Beth was part of another Nomadic collaboration, when Katie invited female staff from Whitelocks and sister pub The Turk’s Head to brew for International Women’s Day in 2019. The result was Huitaca, a 6.8% Baltic porter named after a South American goddess of art, dance, music, witchcraft, sexual liberation and the moon.

“We were really proud of it, because we all love beer and it’s a big thing for us to get women involved and feeling just as valued as men in the industry,” Beth says. “Katie didn’t want us to do a stereotypically ‘girly’ beer, and I really like that we ended up doing a baltic porter. People loved it and it was a big talking point; [customers] asked about the name and we’d tell them the story.”

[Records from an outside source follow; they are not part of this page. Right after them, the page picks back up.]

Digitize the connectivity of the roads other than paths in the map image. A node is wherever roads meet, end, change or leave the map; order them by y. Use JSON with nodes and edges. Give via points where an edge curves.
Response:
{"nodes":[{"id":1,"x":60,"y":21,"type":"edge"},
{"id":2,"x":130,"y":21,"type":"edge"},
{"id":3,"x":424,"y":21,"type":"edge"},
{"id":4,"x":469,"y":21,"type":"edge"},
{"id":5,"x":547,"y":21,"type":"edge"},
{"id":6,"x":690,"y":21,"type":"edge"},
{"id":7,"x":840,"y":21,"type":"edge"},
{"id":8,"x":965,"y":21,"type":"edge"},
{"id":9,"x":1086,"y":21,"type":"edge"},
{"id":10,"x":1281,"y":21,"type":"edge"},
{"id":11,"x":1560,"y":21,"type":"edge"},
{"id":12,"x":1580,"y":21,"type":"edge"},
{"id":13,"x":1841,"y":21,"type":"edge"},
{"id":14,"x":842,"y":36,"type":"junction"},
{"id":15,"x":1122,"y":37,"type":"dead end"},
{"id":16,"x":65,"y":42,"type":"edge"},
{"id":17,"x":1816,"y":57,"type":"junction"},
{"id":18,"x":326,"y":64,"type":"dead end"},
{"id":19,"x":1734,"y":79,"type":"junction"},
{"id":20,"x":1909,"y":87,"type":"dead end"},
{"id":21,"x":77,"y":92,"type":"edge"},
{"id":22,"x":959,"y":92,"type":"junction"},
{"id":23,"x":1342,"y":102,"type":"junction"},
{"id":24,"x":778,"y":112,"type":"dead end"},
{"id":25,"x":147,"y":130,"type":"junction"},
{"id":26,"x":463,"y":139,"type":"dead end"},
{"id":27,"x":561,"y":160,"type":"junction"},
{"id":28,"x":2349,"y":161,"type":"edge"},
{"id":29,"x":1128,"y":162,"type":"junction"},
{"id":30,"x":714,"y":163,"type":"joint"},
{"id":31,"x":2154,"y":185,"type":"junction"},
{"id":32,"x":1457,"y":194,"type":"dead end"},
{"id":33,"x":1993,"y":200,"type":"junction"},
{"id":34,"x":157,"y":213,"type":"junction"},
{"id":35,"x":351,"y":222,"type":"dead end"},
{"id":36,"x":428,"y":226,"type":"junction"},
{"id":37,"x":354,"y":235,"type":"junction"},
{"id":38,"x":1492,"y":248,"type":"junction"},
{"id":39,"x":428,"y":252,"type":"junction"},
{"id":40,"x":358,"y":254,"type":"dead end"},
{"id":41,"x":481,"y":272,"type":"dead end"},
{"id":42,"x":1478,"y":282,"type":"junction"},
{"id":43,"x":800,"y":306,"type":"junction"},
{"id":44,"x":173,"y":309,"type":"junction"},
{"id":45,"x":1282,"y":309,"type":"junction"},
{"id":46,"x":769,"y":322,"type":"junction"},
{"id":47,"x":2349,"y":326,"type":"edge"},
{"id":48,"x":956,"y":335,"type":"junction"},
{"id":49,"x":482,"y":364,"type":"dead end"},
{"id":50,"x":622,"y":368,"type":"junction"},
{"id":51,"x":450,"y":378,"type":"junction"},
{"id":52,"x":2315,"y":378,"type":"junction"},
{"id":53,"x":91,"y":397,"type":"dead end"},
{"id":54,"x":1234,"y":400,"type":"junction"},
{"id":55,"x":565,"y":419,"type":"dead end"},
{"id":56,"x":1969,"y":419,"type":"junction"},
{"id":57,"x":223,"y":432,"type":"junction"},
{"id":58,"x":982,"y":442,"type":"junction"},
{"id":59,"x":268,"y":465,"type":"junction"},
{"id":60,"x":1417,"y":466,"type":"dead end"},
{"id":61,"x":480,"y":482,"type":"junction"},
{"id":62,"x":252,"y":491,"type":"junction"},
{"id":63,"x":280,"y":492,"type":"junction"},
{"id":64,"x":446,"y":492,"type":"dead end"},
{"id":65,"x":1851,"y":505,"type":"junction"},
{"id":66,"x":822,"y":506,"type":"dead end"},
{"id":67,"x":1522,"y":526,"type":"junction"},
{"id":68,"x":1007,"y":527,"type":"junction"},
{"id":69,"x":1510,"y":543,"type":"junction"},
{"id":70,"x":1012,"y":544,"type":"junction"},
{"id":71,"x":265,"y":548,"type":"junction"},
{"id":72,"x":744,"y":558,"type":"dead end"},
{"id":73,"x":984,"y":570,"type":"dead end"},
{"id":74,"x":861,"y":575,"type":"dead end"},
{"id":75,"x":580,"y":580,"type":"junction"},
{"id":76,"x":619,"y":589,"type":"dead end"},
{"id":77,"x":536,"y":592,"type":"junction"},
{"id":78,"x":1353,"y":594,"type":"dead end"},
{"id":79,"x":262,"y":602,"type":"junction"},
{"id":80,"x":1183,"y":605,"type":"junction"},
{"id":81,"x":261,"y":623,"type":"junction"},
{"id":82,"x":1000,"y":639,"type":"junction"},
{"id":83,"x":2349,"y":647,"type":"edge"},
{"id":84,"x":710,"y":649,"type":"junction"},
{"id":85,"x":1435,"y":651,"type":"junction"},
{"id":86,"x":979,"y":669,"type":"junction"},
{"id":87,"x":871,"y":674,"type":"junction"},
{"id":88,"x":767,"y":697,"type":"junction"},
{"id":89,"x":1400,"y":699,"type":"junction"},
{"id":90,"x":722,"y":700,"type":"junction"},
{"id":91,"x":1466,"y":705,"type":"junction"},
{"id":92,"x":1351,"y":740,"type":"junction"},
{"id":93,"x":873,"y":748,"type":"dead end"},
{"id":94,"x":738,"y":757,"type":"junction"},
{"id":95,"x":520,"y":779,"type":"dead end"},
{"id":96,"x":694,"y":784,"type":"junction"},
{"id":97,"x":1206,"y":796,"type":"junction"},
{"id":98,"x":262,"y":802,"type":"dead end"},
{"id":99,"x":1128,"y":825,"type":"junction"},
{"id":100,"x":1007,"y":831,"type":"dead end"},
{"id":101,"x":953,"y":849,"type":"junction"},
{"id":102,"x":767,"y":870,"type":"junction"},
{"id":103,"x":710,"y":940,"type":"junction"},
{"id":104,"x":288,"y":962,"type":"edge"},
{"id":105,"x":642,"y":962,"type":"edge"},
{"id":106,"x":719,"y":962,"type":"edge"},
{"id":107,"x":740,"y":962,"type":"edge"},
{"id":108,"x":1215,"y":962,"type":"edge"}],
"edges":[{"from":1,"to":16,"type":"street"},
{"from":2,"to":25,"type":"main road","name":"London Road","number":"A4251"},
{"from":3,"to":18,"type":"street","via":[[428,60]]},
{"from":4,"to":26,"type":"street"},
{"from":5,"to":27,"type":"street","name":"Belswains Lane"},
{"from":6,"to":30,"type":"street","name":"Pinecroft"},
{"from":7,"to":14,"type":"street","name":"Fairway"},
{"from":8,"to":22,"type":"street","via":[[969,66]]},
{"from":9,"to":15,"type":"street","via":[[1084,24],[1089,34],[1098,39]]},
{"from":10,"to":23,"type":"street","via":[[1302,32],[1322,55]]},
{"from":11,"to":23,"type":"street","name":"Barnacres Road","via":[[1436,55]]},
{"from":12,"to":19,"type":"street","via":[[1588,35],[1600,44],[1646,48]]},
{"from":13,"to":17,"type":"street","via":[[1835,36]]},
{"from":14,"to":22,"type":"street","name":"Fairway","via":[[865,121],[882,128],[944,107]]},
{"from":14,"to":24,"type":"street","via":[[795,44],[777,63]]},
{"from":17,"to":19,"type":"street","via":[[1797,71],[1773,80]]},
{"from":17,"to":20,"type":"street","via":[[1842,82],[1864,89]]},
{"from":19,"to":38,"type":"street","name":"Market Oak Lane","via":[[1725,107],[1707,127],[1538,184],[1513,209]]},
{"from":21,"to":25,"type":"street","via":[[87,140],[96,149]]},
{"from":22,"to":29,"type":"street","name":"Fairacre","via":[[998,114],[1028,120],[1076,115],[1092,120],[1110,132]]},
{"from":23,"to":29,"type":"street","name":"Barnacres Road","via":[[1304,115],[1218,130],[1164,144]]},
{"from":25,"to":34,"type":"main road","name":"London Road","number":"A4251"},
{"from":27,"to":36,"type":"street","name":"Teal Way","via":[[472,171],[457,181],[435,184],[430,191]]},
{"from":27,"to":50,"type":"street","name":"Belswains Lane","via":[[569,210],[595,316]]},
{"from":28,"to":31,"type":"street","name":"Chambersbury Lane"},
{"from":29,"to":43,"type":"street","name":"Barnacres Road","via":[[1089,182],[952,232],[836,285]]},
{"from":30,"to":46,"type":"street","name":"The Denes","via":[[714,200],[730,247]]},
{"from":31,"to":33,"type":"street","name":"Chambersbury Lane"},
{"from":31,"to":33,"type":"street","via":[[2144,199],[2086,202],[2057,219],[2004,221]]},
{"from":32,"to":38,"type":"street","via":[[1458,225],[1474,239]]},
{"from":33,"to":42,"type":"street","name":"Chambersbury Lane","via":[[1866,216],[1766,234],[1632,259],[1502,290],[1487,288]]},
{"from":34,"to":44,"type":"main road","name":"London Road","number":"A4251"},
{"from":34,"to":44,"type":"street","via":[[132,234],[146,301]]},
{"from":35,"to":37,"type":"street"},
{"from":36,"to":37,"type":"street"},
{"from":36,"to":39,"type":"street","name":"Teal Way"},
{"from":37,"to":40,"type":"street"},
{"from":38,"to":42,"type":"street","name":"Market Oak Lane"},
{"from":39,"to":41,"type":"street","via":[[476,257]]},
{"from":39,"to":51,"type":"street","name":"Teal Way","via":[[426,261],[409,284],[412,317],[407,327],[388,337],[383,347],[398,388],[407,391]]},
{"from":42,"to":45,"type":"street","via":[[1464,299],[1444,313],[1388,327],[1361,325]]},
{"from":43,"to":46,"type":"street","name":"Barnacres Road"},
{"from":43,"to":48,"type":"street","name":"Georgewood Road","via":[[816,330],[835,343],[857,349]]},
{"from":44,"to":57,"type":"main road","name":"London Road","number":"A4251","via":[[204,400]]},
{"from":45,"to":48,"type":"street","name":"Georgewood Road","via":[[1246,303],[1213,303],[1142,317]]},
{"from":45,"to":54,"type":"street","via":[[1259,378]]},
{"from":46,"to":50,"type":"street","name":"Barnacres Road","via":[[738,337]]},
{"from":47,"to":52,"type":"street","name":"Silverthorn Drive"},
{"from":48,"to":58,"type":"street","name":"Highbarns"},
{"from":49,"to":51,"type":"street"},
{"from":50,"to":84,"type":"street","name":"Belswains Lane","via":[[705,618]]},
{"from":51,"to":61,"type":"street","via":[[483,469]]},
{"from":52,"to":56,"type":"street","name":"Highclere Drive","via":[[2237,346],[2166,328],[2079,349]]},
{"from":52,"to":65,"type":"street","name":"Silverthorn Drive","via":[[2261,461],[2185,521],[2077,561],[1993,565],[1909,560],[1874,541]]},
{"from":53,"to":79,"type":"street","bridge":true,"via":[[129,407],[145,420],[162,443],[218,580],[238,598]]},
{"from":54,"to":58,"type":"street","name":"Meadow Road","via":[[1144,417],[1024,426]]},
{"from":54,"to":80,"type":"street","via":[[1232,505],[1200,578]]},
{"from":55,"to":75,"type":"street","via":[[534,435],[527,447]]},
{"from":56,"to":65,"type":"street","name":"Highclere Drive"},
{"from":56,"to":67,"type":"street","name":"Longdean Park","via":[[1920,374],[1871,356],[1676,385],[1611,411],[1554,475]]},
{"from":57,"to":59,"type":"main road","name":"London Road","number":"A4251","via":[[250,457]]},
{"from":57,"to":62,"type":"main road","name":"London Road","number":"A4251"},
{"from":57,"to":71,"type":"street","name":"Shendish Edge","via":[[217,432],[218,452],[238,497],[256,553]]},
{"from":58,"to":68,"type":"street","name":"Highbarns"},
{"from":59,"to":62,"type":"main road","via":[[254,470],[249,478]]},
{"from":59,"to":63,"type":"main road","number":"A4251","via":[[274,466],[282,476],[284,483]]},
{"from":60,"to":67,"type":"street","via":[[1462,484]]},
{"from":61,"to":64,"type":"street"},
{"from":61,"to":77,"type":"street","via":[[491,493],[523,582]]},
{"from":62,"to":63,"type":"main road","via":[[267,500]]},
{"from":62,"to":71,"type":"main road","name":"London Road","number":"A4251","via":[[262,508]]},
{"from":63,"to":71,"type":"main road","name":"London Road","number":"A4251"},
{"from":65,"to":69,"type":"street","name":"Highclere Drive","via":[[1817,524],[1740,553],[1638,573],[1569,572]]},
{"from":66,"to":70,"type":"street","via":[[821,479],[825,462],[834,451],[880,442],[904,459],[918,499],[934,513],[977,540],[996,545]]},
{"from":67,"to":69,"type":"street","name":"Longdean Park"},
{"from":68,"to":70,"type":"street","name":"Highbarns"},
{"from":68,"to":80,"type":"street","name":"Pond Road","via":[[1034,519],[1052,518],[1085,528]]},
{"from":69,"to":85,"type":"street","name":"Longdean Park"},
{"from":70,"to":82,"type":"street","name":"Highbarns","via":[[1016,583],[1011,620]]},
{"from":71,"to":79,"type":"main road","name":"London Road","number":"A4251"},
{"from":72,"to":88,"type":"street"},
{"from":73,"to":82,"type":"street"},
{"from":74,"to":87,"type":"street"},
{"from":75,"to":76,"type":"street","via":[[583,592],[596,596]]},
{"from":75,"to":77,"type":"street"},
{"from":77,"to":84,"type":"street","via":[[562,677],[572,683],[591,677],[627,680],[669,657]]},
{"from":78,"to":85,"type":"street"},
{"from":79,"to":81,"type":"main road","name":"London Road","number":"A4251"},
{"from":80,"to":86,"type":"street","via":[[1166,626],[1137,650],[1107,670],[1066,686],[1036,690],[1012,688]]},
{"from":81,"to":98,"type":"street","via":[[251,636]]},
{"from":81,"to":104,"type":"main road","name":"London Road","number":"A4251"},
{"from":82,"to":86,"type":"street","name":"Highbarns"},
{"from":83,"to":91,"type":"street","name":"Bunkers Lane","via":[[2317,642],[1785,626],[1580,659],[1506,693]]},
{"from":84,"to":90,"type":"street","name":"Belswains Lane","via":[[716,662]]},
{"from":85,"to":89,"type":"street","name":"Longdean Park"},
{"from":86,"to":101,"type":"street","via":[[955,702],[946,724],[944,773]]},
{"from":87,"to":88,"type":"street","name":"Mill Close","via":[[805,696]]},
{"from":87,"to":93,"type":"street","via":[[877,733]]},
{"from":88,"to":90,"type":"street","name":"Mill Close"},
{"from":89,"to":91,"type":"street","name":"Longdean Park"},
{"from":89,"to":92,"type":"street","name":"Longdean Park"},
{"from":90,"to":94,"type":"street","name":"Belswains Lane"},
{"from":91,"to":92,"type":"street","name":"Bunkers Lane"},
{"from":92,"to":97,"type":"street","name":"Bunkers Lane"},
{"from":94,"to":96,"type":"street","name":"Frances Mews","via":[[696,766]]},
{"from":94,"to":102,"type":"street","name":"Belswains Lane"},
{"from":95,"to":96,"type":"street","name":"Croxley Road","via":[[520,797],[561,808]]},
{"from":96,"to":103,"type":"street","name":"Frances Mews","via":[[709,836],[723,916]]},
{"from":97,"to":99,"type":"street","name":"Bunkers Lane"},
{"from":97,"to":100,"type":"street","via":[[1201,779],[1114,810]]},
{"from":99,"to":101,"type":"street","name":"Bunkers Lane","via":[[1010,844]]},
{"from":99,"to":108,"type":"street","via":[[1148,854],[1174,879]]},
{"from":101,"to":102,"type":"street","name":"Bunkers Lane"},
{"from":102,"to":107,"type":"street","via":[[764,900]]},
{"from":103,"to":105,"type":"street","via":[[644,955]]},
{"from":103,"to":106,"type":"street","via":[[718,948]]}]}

Beth says that while many breweries employ “amazing” female staff, few in Leeds and Yorkshire are run by women.

“A strong female person in charge of a brewery is something we love and value,” she concludes. “Katie’s really smashing it.”

Katie’s efforts have extended to other issues affecting the industry, too—last year she poured away gallons of beer in front of the press to call for more government support for pandemic-hit breweries.

In turn, it appears many beer fans wish to support Nomadic. When the brewery’s sole delivery van—lovingly named GeeGee by staff—rattled to a halt last summer, covid-impacted cash reserves meant a replacement seemed out of reach, which put the future of the business in jeopardy. However, a crowdfunding campaign saw more than £13,000 pledged in under five weeks, allowing the team to get their beer onto taps across the country again.

Looking ahead, Katie summarises the plan as “keep producing good cask”, and when I run through the list of wider initiatives her brewery has been involved in, she offers a simple response.

“It’s just being part of the community. That’s what beer is.”

And for anyone who wants to work in brewing, but feels they may not fit established industry stereotypes?

“Go for it,” she says. “Keep applying for jobs. It might be that you start off cask washing, but just keep trying. And if anybody tells you that you can’t, they’re lying.”